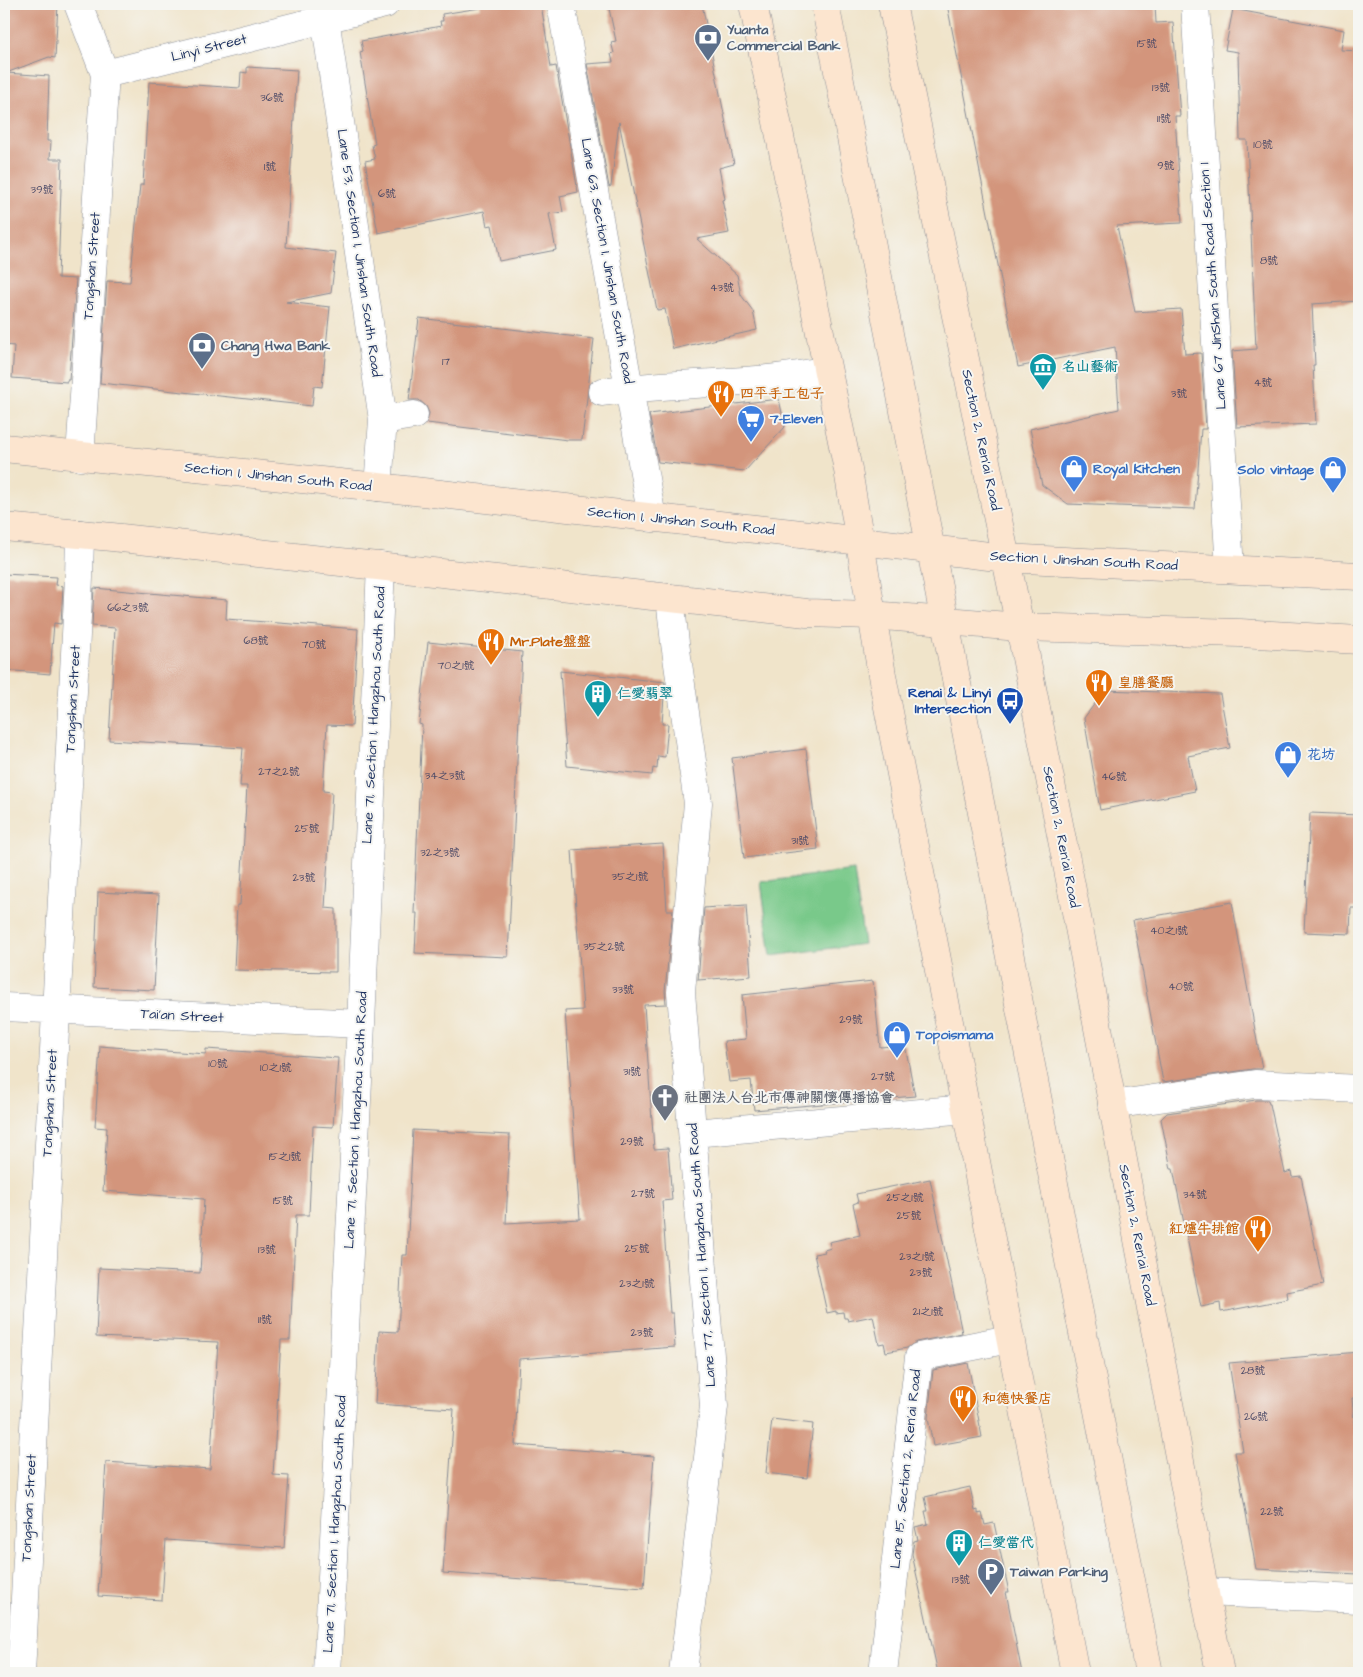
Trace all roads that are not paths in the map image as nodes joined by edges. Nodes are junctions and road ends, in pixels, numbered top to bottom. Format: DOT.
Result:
graph roads {
  1 [pos="78,4"];
  2 [pos="385,4"];
  3 [pos="561,4"];
  4 [pos="753,4"];
  5 [pos="825,4"];
  6 [pos="892,4"];
  7 [pos="1195,4"];
  8 [pos="324,12"];
  9 [pos="105,74"];
  10 [pos="827,370"];
  11 [pos="629,388"];
  12 [pos="602,392"];
  13 [pos="414,415"];
  14 [pos="384,420"];
  15 [pos="4,448"];
  16 [pos="80,457"];
  17 [pos="378,487"];
  18 [pos="652,518"];
  19 [pos="4,527"];
  20 [pos="80,534"];
  21 [pos="860,541"];
  22 [pos="931,550"];
  23 [pos="1006,558"];
  24 [pos="381,566"];
  25 [pos="1230,569"];
  26 [pos="1359,576"];
  27 [pos="670,598"];
  28 [pos="871,615"];
  29 [pos="945,621"];
  30 [pos="1020,627"];
  31 [pos="1359,640"];
  32 [pos="4,1007"];
  33 [pos="55,1010"];
  34 [pos="361,1024"];
  35 [pos="1359,1089"];
  36 [pos="1112,1105"];
  37 [pos="966,1109"];
  38 [pos="693,1133"];
  39 [pos="1009,1339"];
  40 [pos="1204,1592"];
  41 [pos="1359,1600"];
  42 [pos="21,1673"];
  43 [pos="327,1673"];
  44 [pos="683,1673"];
  45 [pos="883,1673"];
  46 [pos="1075,1673"];
  47 [pos="1149,1673"];
  48 [pos="1220,1673"];
  1 -- 9 [label="street"];
  2 -- 8 [label="street, Linyi Street"];
  3 -- 11 [label="street, Lane 63, Section 1, Jinshan South Road"];
  4 -- 10 [label="main road"];
  5 -- 22 [label="main road"];
  6 -- 23 [label="main road, Section 2, Ren’ai Road"];
  7 -- 25 [label="street, Lane 67 JinShan South Road Section 1"];
  8 -- 9 [label="street, Linyi Street"];
  8 -- 14 [label="street, Lane 53, Section 1, Jinshan South Road"];
  9 -- 16 [label="street, Tongshan Street"];
  10 -- 11 [label="street"];
  10 -- 21 [label="main road"];
  11 -- 12 [label="street"];
  11 -- 18 [label="street, Lane 63, Section 1, Jinshan South Road"];
  13 -- 14 [label="street"];
  14 -- 17 [label="street, Lane 53, Section 1, Jinshan South Road"];
  15 -- 16 [label="main road, Section 1, Jinshan South Road"];
  16 -- 17 [label="main road, Section 1, Jinshan South Road"];
  17 -- 18 [label="main road, Section 1, Jinshan South Road"];
  18 -- 21 [label="main road, Section 1, Jinshan South Road"];
  19 -- 20 [label="main road"];
  20 -- 24 [label="main road"];
  20 -- 33 [label="street, Tongshan Street"];
  21 -- 22 [label="main road, Section 1, Jinshan South Road"];
  21 -- 28 [label="main road"];
  22 -- 23 [label="main road, Section 1, Jinshan South Road"];
  22 -- 29 [label="main road"];
  23 -- 25 [label="main road, Section 1, Jinshan South Road"];
  23 -- 30 [label="main road, Section 2, Ren’ai Road"];
  24 -- 27 [label="main road"];
  24 -- 34 [label="street, Lane 71, Section 1, Hangzhou South Road"];
  25 -- 26 [label="main road, Section 1, Jinshan South Road"];
  27 -- 28 [label="main road"];
  27 -- 38 [label="street, Lane 77, Section 1, Hangzhou South Road"];
  28 -- 29 [label="main road"];
  28 -- 37 [label="main road"];
  29 -- 30 [label="main road"];
  29 -- 47 [label="main road"];
  30 -- 31 [label="main road"];
  30 -- 36 [label="main road, Section 2, Ren’ai Road"];
  32 -- 33 [label="street, Tai’an Street"];
  33 -- 34 [label="street, Tai’an Street"];
  33 -- 42 [label="street, Tongshan Street"];
  34 -- 43 [label="street, Lane 71, Section 1, Hangzhou South Road"];
  35 -- 36 [label="street"];
  36 -- 40 [label="main road, Section 2, Ren’ai Road"];
  37 -- 38 [label="street"];
  37 -- 39 [label="main road"];
  38 -- 44 [label="street, Lane 77, Section 1, Hangzhou South Road"];
  39 -- 45 [label="street, Lane 15, Section 2, Ren’ai Road"];
  39 -- 46 [label="main road"];
  40 -- 41 [label="street"];
  40 -- 48 [label="main road, Section 2, Ren’ai Road"];
}
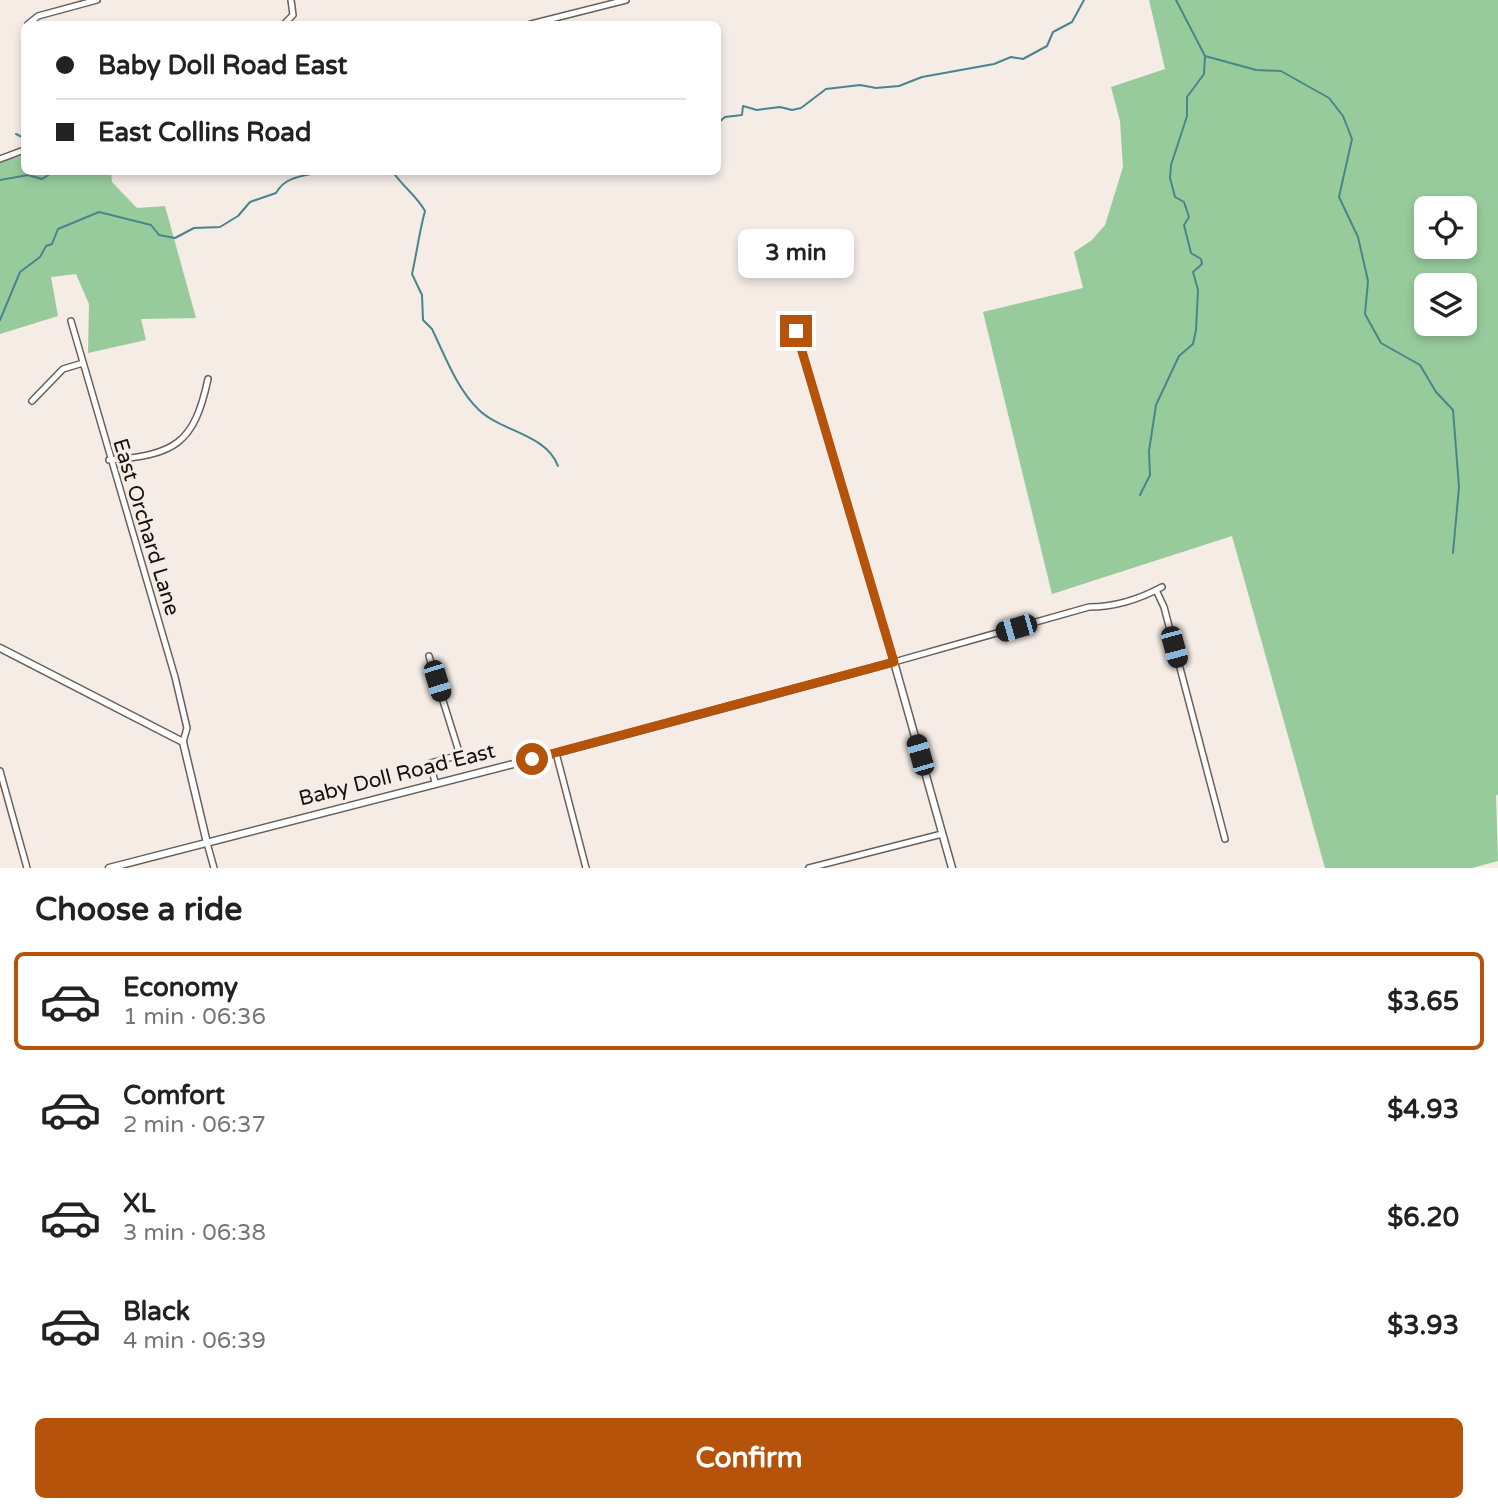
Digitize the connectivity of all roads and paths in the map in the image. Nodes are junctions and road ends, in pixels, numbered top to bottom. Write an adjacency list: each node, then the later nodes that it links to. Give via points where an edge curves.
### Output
1 (97, 0): 4 (street)
2 (291, 0): 5 (street, via 293,15)
3 (626, 0): 6 (street)
4 (32, 21)
5 (287, 21)
6 (543, 21)
7 (21, 151): 8 (street)
8 (0, 159)
9 (71, 321): 11 (street, East Orchard Lane)
10 (796, 331): 17 (street)
11 (83, 363): 13 (street, via 63,369); 14 (street, East Orchard Lane)
12 (208, 379): 14 (street, via 202,409 187,436 152,455)
13 (32, 401)
14 (109, 460): 18 (street, East Orchard Lane, via 175,677 187,728)
15 (0, 648): 18 (street)
16 (429, 656): 21 (street, via 460,755 430,764)
17 (894, 662): 19 (street, Baby Doll Road East); 22 (street); 23 (street, Baby Doll Road East, via 1089,607 1120,605 1159,589)
18 (183, 742): 24 (street)
19 (556, 753): 21 (street, Baby Doll Road East); 28 (street)
20 (0, 771): 25 (street)
21 (435, 782): 24 (street, Baby Doll Road East)
22 (942, 834): 29 (street); 30 (street)
23 (1225, 839)
24 (207, 843): 26 (street, Baby Doll Road East); 27 (street)
25 (27, 868)
26 (109, 868)
27 (214, 868)
28 (586, 868)
29 (809, 868)
30 (951, 868)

» **Required action**: Wherever the string "Baby" appears in the records, copy the whole line.

» **Your response**:
17 (894, 662): 19 (street, Baby Doll Road East); 22 (street); 23 (street, Baby Doll Road East, via 1089,607 1120,605 1159,589)
19 (556, 753): 21 (street, Baby Doll Road East); 28 (street)
21 (435, 782): 24 (street, Baby Doll Road East)
24 (207, 843): 26 (street, Baby Doll Road East); 27 (street)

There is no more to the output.